J’ai gardé, par habitude, mon ceinturon, un beau ceinturon d’officier, dont la plaque au coq gaulois brille au bas de mon gilet.
J’enlève le ceinturon que je jette sur les pavés.
Nous passons.
Le soldat prussien, un fort gaillard à barbe rousse, gros, dodu, joufflu, ne bronche pas.

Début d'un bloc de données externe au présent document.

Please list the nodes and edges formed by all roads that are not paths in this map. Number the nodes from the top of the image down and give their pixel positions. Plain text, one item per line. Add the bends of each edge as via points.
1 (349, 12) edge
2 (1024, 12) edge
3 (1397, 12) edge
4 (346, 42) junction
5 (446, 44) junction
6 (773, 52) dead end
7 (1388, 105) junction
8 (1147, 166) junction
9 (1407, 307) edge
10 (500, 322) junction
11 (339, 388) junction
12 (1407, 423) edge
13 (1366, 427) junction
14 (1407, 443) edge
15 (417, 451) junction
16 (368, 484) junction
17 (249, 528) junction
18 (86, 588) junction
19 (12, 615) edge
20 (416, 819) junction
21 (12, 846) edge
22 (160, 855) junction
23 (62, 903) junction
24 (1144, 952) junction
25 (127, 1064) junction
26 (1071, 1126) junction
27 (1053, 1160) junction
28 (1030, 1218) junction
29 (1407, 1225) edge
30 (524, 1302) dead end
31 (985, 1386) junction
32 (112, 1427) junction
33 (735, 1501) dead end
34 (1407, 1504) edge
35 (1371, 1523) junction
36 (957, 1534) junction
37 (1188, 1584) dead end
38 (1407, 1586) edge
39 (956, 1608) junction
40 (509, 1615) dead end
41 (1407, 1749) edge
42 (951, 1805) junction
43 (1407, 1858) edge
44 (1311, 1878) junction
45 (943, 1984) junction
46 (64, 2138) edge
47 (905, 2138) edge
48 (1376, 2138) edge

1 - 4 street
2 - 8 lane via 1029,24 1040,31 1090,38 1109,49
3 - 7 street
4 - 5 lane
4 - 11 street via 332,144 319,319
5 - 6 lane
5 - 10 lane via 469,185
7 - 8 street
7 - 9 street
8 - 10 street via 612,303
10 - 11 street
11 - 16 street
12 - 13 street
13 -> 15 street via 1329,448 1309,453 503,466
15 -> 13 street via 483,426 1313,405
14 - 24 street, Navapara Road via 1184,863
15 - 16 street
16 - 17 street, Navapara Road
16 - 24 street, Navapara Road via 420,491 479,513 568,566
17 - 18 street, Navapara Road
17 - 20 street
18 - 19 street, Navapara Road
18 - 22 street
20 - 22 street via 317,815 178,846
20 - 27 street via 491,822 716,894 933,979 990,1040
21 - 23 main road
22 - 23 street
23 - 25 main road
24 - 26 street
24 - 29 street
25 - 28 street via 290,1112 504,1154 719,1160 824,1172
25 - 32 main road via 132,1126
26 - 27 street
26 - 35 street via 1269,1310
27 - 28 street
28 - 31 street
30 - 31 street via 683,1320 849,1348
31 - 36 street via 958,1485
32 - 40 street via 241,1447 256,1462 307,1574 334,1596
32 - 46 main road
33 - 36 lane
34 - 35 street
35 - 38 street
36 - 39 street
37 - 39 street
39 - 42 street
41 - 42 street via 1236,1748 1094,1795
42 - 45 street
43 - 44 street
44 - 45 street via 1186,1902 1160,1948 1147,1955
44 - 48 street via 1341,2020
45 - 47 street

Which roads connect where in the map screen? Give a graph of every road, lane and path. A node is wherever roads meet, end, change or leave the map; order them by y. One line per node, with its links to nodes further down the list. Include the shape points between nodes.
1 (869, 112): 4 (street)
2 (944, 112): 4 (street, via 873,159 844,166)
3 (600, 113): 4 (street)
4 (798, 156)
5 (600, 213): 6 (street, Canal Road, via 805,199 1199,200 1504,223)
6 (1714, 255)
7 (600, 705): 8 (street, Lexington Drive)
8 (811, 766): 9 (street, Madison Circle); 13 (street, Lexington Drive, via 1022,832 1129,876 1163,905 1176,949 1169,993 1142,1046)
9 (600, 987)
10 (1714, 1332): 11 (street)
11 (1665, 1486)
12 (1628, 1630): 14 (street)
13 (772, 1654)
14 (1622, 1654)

Ce qu’il a l’air bien portant, le bougre! Quel contraste entre ce colosse qui n’a certainement jamais manqué de rien pendant la campagne, aussi dure et aussi périlleuse cependant pour lui que pour les nôtres, repu de saucisses et de bière, gonflé de santé et d’orgueil—et notre pauvre petit pioupiou, hâve, chétif, débraillé, dont le ventre rentré atteste les nuits sans sommeil et les jours sans vivres... Ces deux soldats disent à eux seuls toute la raison de notre défaite.
Parisse! Parisse!
Place de la Concorde. Les beaux et reluisants soldats prussiens! Ils sont tous comme la sentinelle. Astiqués, brossés, cirés, engraissés—exprès, peut-être, pour l’entrée. Des hussards rouges, des cuirassiers blancs, des Bavarois bleus, des casques à pointe, des casques à boule, des casques surmontés de l’aigle. Des sabres qui traînent en ferraille sur le pavé. Voici un groupe d’une cinquantaine d’hommes marchant au pas, commandés par un officier. Leurs coiffures sont couronnées de feuillages arrachés aux arbres des quinconces des Champs-Élysées. Nous les suivons des yeux. La grille du jardin s’ouvre. Ils vont visiter, nous le sûmes plus tard, les galeries du Louvre, les Tuileries, qui ne garderont pas longtemps—châtiment mérité—les traces des pas des vainqueurs.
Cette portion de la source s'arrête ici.